Beschäftigt man sich mit abstrakter Kunst, begegnen uns zuerst die Künstlerpersönlichkeiten Wassily Kandinsky, Piet Mondrian oder Kasimir Malewitsch. Sie gelten als zentrale Figuren, Kandinsky als Begründer der neuen Stilrichtung, die sich zu Beginn des 20. Jahrhunderts in Russland und Europa entwickelte. Doch welchen Platz nimmt die schwedische Künstlerin Hilma af Klint ein, die bereits 1906 abstrakte Werke schuf – mehrere Jahre vor der ersten Abstraktion Kandinskys? Trotz ihres bedeutenden Beitrags zur Geschichte der abstrakten Kunst ist das Œuvre af Klints, das über 1000 Gemälde, Aquarelle und Skizzen umfasst, bis heute nur in sehr engen Kunstzirkeln bekannt.
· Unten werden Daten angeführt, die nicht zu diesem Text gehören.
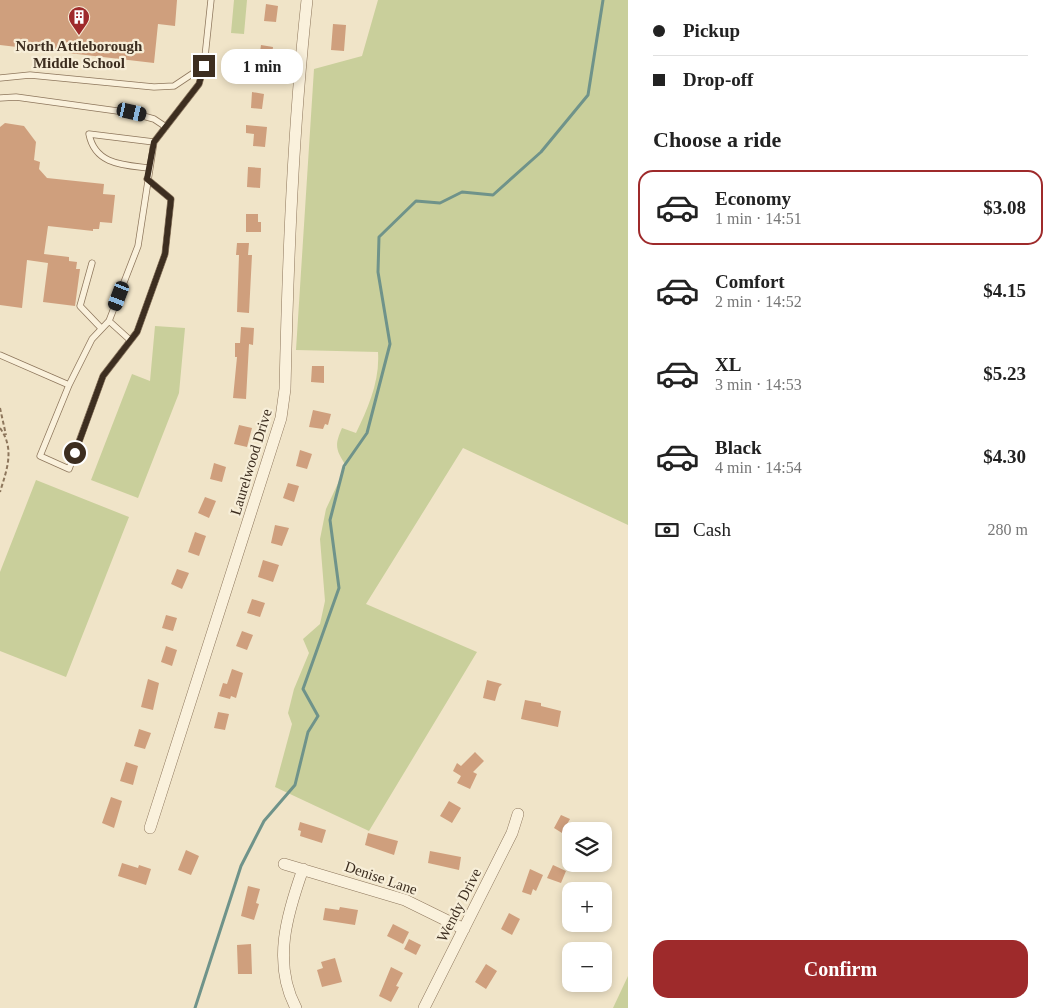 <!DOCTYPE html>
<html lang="en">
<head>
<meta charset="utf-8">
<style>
	body { margin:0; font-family:Georgia,serif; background:#f6f6f6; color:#222; height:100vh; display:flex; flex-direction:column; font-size:19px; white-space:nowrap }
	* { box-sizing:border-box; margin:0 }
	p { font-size:16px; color:#767676 }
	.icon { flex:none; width:28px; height:28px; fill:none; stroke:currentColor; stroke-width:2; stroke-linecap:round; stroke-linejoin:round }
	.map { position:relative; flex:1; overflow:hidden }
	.drawer { display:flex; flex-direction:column; background:#fff; width:425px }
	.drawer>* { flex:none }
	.guide { display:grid; align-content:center; height:110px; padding:0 25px; background:#fff }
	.controls { position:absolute; left:562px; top:822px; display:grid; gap:10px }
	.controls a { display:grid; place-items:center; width:50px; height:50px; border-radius:10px; background:#fff; box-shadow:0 2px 8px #0003; font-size:25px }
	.end { position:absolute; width:22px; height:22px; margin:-11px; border:6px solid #3d2e20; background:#fff; box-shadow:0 0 0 2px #fff }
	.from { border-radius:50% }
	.bubble { position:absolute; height:35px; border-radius:15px; background:#fff; box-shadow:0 2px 8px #0003; font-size:16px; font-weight:800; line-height:35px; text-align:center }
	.car { position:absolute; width:15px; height:30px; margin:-15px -8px; border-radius:6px; box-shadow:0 0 4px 1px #0007; background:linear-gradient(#222 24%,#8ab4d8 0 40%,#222 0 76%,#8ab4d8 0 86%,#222 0) }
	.guide b { display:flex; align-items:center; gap:18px; height:48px; font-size:19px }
	.guide b+b { border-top:1px solid #e0e0e0 }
	.guide i { width:12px; height:12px; background:#222 }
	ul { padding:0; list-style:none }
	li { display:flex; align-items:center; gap:15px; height:75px; margin:0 10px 8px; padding:0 15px; border:2px solid transparent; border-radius:15px }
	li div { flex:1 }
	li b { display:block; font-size:19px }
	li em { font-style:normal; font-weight:800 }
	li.on { border-color:#9e2a2b }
	li>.icon { width:45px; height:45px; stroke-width:1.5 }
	h2 { padding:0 25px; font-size:22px; line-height:60px }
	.pay { display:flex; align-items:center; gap:12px; height:55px; padding:0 25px; font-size:19px }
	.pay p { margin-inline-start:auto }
	.action { display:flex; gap:10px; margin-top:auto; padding:10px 25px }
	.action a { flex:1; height:58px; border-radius:15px; background:#9e2a2b; color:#fff; font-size:20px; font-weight:800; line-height:58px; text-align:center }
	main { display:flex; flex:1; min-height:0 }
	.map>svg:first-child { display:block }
</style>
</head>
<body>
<main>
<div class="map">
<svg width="628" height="1008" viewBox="0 0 628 1008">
	<rect width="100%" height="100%" fill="#f0e4c8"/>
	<!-- green -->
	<path fill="#c9cf9b" d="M234,0H247L244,34L231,33Z
		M378,0H628V525L463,448L366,604L477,652L369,831L275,787L292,724L288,713L294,689L309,653L303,639L320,624L325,601L320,539L326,509L346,466C336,450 334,446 342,428L356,433C368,408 380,381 378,352L296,350L314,69L362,56Z
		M155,326L185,328L179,393L138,498L91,480L132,374L150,381Z
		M36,480L129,517L66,677L0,651V572Z
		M628,976V1008H613Z"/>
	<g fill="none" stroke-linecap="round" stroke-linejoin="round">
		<!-- stream -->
		<path stroke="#6f938a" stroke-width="3" d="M195,1008L241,866L264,821L295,785L308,732L318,716L303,689L339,588L330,520L344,466L367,433L390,344L378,272L379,237L416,201L440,203L462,192L493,195L541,152L588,95L603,0"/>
	</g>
	<!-- building -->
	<path fill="#cf9f7d" d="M0,0H177L175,26L158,24L154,63L0,45Z
		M266,4L278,6L276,22L264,21Z
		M333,24L346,25L344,51L331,50Z
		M261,45L273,47L270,68L258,66Z
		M252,92L264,94L262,109L251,108Z
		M5,123L24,126L36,142L34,160L40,162L39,169L47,178L104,184L103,194L115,195L112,223L100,222L99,229H93V231L48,226L44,254L69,257V261L77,262L76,269H80L75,306L43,302L48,263L27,260L22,308L0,305V127Z
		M246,125L267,127L265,147L253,146L254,134L246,133Z
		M248,167L261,168L260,188L247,187Z
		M246,214H258V222H261V232H246Z
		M237,243H249L248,255H252L249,313L237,312L239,255H236Z
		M241,327L254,328L253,345L249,344L246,399L233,398L237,357H235V343H240Z
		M312,366H324V383L311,382Z
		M313,410L331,414L328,425L325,424L323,429L309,427Z
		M239,425L252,428L247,447L234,444Z
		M300,450L312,454L307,469L296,466Z
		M214,463L226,467L222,482L210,479Z
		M288,483L299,486L294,502L283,498Z
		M205,497L216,501L209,518L198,513Z
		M275,525L289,528L282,546L271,543Z
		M195,532L206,536L199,556L188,552Z
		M263,560L279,565L273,582L258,577Z
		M177,569L189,573L182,589L171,584Z
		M252,599L265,603L260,617L247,613Z
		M166,615L177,618L173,631L162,628Z
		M242,631L253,635L247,650L236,646Z
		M166,646L177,650L172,666L161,662Z
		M232,669L243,673L236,698L231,696L230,699L219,696L223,683L227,684Z
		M148,679L159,683L153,710L141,707Z
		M487,680L502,684L499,687L495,701L483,698Z
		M525,700L541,703V706L561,711L558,727L521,719Z
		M218,712L229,714L225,730L214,728Z
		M139,729L151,733L145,749L134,746Z
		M475,752L484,761L473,772L477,774L470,789L457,783L461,776L453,771L457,763L461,766Z
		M126,762L138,766L133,785L120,781Z
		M111,797L122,801L114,828L102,823Z
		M449,801L461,808L452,823L440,816Z
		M561,815L570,819L562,833L554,828Z
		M300,822L326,830L322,843L300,836L301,831L298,830Z
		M368,833L398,841L394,855L365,845Z
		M186,850L199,856L191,875L178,870Z
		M430,851L461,857L459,870L428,863Z
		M122,863L138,868L139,865L151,869L146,885L118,876Z
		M553,865L566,871L561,883L547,878Z
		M530,869L543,875L536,891L533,889L531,895L522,892Z
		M248,886L260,889L256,903L259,904L254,920L241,916Z
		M340,907L358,910L355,925L323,920L325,908L339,910Z
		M509,913L520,919L512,935L501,929Z
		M393,924L409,932L403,944L387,936Z
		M409,939L421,945L416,955L404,949Z
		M251,944L252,974H238L237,945Z
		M335,958L342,982L322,987L317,970L323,968L321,962Z
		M486,964L497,971L486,989L475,982Z
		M391,967L403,973L396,986L399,987L391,1002L379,996Z"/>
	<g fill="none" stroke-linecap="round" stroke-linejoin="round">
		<!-- service casing -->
		<g stroke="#8d765c" stroke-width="7">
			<path id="service" d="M0,78L30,75L154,87L174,86L204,66
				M0,98L16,97L132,113L154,119L166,127
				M149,168C124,165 95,165 89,134L154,142
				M147,179L171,199L165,254L137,332L103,376L69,469L40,456L69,385L92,339L109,321L138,246L154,142L199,84L204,66L211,0
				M92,263L80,306L101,328
				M109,321L130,340
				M0,355L69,385"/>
		</g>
		<!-- minor casing -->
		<g stroke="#8d765c" stroke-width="12">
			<path id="minor" d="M150,828L281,418L285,389C288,259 293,129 307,0
				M284,864L405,900L464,929
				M296,1008C272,963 287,914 303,869
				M424,1008L512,833L518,814"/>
		</g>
		<!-- path -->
		<path stroke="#8d765c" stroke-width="2" stroke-dasharray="4 2.5" stroke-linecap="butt" d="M0,408L6,435
			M0,428C15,449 7,469 0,492"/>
		<!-- service -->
		<use href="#service" stroke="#faf1dc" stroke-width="5.5"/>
		<!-- minor -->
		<use href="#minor" stroke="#faf1dc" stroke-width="11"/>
	</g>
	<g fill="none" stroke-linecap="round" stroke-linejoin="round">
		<!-- route -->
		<path stroke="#3d2e20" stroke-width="6" d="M75,453L103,376L137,332L165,254L171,199L147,179L154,142L199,84L204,66"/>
	</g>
	<!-- icons -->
	<defs>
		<g id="building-pin" transform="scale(1.125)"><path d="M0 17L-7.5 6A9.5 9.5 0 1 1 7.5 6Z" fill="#9e2a2b" stroke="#f7eed8"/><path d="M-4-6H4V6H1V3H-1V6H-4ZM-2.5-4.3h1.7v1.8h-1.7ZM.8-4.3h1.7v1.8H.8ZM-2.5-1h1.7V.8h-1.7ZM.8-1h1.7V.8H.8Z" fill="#fff"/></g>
	</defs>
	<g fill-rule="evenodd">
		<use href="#building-pin" x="79" y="17"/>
	</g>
	<g text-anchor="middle" stroke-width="4.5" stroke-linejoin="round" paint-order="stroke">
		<!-- poi labels -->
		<g font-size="15" font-weight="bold" fill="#3d2e20" stroke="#f7eed8">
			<text x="79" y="51">North Attleborough<tspan x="79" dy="17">Middle School</tspan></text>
		</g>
		<!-- street labels -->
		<g font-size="15" fill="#3d2e20" stroke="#f7eed8">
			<text transform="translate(251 462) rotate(-73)" y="5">Laurelwood Drive</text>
			<text transform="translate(381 878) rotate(19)" y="5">Denise Lane</text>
			<text transform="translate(459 905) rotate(-63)" y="5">Wendy Drive</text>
		</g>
	</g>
</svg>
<div class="controls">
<a><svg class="icon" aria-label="layers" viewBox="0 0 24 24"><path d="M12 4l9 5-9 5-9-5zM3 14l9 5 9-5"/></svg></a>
<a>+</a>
<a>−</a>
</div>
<i class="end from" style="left:75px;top:453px"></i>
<i class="end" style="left:204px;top:66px"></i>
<div class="bubble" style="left:221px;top:49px;width:82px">1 min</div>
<i class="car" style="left:132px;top:112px;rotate:103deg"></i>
<i class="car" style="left:119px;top:296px;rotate:201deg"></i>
</div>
<section class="drawer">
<div class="guide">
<b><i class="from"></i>Pickup</b>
<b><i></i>Drop-off</b>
</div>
<h2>Choose a ride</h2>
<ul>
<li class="on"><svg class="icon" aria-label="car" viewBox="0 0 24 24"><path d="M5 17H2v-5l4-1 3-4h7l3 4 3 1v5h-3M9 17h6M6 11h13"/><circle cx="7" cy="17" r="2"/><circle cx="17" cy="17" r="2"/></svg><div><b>Economy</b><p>1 min · 14:51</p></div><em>$3.08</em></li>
<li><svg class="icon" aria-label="car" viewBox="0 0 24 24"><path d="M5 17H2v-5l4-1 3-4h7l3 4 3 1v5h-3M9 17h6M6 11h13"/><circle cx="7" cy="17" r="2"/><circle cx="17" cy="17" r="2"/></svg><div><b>Comfort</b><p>2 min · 14:52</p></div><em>$4.15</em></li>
<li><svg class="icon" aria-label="car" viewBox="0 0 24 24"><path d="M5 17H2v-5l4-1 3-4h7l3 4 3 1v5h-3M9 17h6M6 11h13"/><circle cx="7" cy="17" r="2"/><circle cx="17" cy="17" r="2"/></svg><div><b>XL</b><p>3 min · 14:53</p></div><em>$5.23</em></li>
<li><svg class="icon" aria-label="car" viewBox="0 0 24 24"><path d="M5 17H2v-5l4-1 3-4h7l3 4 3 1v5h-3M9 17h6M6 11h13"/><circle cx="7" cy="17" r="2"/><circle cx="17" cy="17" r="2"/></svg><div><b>Black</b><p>4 min · 14:54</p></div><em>$4.30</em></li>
</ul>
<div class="pay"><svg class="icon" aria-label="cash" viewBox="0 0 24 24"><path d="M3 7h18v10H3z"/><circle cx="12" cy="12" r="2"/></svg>Cash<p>280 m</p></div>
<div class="action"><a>Confirm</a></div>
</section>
</main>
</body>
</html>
Hilma af Klint vollzog früh einen radikalen Bruch in ihrem Werk: Seit frühester Jugend bewegte sich die Künstlerin in spiritistischen Kreisen und nahm als Medium an Séancen teil, seit 1896 übte sie sich in écriture automatique und fertigte »automatische Zeichnungen« an, 1906 schließlich – nach zehnjähriger, intensiver Beschäftigung mit dem mediumistischen Arbeiten – entwickelte sie eine abstrakte Bildsprache. Kurz zuvor hatte sie eingewilligt, den Auftrag Amaliels anzunehmen und auf Geheiß dieses »hohen Meisters« Bilder einer übersinnlichen, nicht physischen Wirklichkeit zu malen.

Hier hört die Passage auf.